§ RECORDED DATA:

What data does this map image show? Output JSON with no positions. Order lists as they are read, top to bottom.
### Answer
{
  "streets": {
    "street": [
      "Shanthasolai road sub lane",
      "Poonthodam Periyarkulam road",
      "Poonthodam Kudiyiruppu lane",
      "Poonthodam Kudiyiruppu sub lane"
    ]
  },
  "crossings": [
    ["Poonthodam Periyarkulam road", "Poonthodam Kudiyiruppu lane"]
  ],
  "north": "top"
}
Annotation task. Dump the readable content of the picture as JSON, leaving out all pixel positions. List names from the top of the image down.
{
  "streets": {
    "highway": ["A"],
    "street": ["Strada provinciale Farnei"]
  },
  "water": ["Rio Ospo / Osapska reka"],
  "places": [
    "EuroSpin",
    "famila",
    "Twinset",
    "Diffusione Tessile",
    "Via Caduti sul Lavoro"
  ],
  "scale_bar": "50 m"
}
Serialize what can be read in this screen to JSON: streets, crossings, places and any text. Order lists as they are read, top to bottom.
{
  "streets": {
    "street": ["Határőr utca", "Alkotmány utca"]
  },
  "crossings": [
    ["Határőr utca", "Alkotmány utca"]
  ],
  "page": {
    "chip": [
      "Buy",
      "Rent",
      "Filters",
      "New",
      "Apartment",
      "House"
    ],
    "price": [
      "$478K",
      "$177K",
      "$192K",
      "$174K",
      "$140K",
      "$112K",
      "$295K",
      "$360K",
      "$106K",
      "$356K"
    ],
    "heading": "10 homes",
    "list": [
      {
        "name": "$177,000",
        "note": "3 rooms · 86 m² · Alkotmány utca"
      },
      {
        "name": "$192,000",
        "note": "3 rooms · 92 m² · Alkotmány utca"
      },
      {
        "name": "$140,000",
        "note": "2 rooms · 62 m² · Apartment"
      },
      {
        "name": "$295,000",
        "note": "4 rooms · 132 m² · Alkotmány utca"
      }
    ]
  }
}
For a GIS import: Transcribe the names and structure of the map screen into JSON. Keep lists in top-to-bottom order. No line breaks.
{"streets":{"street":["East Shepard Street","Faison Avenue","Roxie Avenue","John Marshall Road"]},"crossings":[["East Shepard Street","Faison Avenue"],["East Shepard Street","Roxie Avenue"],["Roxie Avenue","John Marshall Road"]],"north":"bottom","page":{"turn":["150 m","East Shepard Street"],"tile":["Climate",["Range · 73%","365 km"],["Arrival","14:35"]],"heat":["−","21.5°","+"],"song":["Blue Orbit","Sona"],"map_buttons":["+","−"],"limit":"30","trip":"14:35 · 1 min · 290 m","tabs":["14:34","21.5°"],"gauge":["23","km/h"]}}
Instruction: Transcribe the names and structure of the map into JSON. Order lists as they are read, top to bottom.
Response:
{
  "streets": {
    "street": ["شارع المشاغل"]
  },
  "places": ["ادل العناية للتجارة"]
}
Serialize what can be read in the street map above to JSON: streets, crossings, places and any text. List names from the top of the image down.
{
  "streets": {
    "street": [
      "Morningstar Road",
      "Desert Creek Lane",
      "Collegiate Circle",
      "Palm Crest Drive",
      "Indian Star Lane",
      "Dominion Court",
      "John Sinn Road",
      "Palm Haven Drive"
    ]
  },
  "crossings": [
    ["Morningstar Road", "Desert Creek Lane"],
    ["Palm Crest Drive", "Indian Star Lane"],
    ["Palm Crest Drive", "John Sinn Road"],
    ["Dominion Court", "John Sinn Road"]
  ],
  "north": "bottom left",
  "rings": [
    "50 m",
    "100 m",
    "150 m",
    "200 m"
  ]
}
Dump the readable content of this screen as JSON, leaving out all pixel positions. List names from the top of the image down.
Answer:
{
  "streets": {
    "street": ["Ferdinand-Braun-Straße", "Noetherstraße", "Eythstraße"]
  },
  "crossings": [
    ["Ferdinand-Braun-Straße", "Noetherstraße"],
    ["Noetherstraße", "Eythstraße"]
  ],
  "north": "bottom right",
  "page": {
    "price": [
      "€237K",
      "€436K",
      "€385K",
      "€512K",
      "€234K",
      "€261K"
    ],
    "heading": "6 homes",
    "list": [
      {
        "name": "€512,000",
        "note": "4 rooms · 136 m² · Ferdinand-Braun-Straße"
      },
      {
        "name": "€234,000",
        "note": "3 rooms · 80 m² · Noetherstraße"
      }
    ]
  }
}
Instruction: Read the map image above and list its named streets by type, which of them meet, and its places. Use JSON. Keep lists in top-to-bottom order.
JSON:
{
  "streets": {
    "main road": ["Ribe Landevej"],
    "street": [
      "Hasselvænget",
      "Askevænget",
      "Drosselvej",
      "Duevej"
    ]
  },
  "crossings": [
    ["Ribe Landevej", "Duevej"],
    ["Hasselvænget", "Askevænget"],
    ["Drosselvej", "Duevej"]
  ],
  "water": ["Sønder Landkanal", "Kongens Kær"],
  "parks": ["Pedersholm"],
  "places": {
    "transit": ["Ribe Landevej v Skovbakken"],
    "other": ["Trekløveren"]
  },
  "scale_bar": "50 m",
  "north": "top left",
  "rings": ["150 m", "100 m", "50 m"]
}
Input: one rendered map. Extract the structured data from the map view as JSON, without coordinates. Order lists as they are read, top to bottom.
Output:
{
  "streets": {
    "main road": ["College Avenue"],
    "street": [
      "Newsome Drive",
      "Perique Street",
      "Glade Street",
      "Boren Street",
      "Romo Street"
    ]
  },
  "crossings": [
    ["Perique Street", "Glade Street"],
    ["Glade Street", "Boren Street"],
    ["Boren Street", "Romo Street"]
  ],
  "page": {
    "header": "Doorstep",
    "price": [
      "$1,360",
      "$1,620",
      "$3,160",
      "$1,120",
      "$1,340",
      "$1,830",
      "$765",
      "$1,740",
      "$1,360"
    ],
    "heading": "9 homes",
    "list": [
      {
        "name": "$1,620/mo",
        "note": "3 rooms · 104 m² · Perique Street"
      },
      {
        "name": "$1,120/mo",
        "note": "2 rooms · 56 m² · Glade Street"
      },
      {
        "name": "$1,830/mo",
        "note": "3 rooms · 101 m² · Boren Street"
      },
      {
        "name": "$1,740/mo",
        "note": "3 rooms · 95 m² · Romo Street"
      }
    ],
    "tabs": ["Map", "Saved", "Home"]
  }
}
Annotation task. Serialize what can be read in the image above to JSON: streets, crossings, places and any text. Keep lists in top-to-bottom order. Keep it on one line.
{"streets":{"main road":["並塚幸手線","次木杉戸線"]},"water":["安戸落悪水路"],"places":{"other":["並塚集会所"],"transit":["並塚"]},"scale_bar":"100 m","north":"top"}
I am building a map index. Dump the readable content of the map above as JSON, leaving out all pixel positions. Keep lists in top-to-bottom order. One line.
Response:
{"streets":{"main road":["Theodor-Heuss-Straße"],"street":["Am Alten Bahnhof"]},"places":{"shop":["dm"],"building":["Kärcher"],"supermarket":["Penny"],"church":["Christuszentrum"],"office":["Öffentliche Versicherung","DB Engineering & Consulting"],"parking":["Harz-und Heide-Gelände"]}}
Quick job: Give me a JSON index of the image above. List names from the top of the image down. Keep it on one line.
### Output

§ TASK OBJECTIVE:
Among the entries above, how many lines contain the string "index"? Write the number alone.

§ OUTPUT BELOW:
2